▶ [Records from a data source]:
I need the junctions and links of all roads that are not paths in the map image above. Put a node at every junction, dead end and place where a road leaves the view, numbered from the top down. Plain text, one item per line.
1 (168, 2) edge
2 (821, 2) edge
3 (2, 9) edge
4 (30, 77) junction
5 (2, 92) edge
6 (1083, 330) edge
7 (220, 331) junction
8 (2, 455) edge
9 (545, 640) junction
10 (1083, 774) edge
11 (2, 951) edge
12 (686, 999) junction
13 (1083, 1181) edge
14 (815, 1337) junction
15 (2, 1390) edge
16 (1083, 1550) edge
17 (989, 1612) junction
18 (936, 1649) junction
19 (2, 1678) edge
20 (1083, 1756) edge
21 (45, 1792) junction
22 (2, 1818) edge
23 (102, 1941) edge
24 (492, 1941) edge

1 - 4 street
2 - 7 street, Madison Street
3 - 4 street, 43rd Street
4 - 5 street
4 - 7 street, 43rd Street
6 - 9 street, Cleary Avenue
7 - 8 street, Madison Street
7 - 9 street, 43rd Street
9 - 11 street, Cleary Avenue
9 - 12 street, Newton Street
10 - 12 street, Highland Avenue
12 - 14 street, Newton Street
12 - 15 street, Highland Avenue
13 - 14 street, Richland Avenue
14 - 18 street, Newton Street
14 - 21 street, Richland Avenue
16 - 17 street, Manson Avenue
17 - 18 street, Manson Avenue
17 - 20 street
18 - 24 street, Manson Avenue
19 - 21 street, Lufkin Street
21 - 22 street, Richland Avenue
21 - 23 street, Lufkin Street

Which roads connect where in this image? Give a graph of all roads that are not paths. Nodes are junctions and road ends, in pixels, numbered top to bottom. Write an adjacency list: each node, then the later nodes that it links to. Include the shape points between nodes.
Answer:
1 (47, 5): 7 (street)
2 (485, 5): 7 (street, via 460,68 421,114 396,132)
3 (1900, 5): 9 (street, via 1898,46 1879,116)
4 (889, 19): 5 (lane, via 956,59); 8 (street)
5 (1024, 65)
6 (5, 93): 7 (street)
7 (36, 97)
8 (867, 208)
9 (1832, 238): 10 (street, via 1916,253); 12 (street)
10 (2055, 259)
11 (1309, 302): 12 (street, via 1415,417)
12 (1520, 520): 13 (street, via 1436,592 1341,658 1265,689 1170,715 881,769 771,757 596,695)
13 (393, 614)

▶ [Task to carry out]:
In full and without alteration, repeat the records.

▶ [Answer space]:
I need the junctions and links of all roads that are not paths in the map image above. Put a node at every junction, dead end and place where a road leaves the view, numbered from the top down. Plain text, one item per line.
1 (168, 2) edge
2 (821, 2) edge
3 (2, 9) edge
4 (30, 77) junction
5 (2, 92) edge
6 (1083, 330) edge
7 (220, 331) junction
8 (2, 455) edge
9 (545, 640) junction
10 (1083, 774) edge
11 (2, 951) edge
12 (686, 999) junction
13 (1083, 1181) edge
14 (815, 1337) junction
15 (2, 1390) edge
16 (1083, 1550) edge
17 (989, 1612) junction
18 (936, 1649) junction
19 (2, 1678) edge
20 (1083, 1756) edge
21 (45, 1792) junction
22 (2, 1818) edge
23 (102, 1941) edge
24 (492, 1941) edge

1 - 4 street
2 - 7 street, Madison Street
3 - 4 street, 43rd Street
4 - 5 street
4 - 7 street, 43rd Street
6 - 9 street, Cleary Avenue
7 - 8 street, Madison Street
7 - 9 street, 43rd Street
9 - 11 street, Cleary Avenue
9 - 12 street, Newton Street
10 - 12 street, Highland Avenue
12 - 14 street, Newton Street
12 - 15 street, Highland Avenue
13 - 14 street, Richland Avenue
14 - 18 street, Newton Street
14 - 21 street, Richland Avenue
16 - 17 street, Manson Avenue
17 - 18 street, Manson Avenue
17 - 20 street
18 - 24 street, Manson Avenue
19 - 21 street, Lufkin Street
21 - 22 street, Richland Avenue
21 - 23 street, Lufkin Street

Which roads connect where in this image? Give a graph of all roads that are not paths. Nodes are junctions and road ends, in pixels, numbered top to bottom. Write an adjacency list: each node, then the later nodes that it links to. Include the shape points between nodes.
Answer:
1 (47, 5): 7 (street)
2 (485, 5): 7 (street, via 460,68 421,114 396,132)
3 (1900, 5): 9 (street, via 1898,46 1879,116)
4 (889, 19): 5 (lane, via 956,59); 8 (street)
5 (1024, 65)
6 (5, 93): 7 (street)
7 (36, 97)
8 (867, 208)
9 (1832, 238): 10 (street, via 1916,253); 12 (street)
10 (2055, 259)
11 (1309, 302): 12 (street, via 1415,417)
12 (1520, 520): 13 (street, via 1436,592 1341,658 1265,689 1170,715 881,769 771,757 596,695)
13 (393, 614)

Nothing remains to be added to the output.